[Source data]
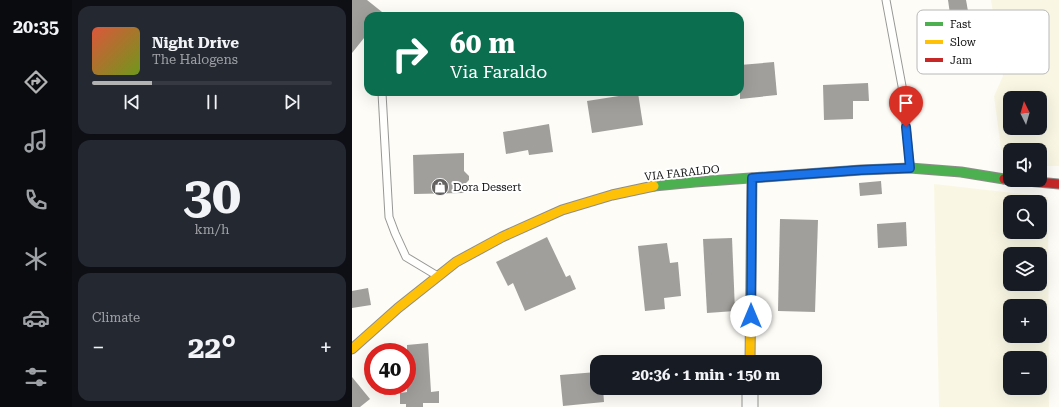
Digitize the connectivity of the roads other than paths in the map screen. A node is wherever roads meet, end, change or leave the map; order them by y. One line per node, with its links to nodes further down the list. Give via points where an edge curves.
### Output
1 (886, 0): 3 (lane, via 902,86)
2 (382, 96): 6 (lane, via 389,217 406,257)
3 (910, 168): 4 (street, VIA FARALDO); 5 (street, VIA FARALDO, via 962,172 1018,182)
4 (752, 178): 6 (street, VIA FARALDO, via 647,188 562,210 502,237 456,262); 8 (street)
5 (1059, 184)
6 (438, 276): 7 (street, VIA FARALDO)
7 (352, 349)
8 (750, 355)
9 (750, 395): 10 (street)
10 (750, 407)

Aim of the exercise -> Copy out every entry exactly as written, but not the pictures.

Answer box ->
Digitize the connectivity of the roads other than paths in the map screen. A node is wherever roads meet, end, change or leave the map; order them by y. One line per node, with its links to nodes further down the list. Give via points where an edge curves.
### Output
1 (886, 0): 3 (lane, via 902,86)
2 (382, 96): 6 (lane, via 389,217 406,257)
3 (910, 168): 4 (street, VIA FARALDO); 5 (street, VIA FARALDO, via 962,172 1018,182)
4 (752, 178): 6 (street, VIA FARALDO, via 647,188 562,210 502,237 456,262); 8 (street)
5 (1059, 184)
6 (438, 276): 7 (street, VIA FARALDO)
7 (352, 349)
8 (750, 355)
9 (750, 395): 10 (street)
10 (750, 407)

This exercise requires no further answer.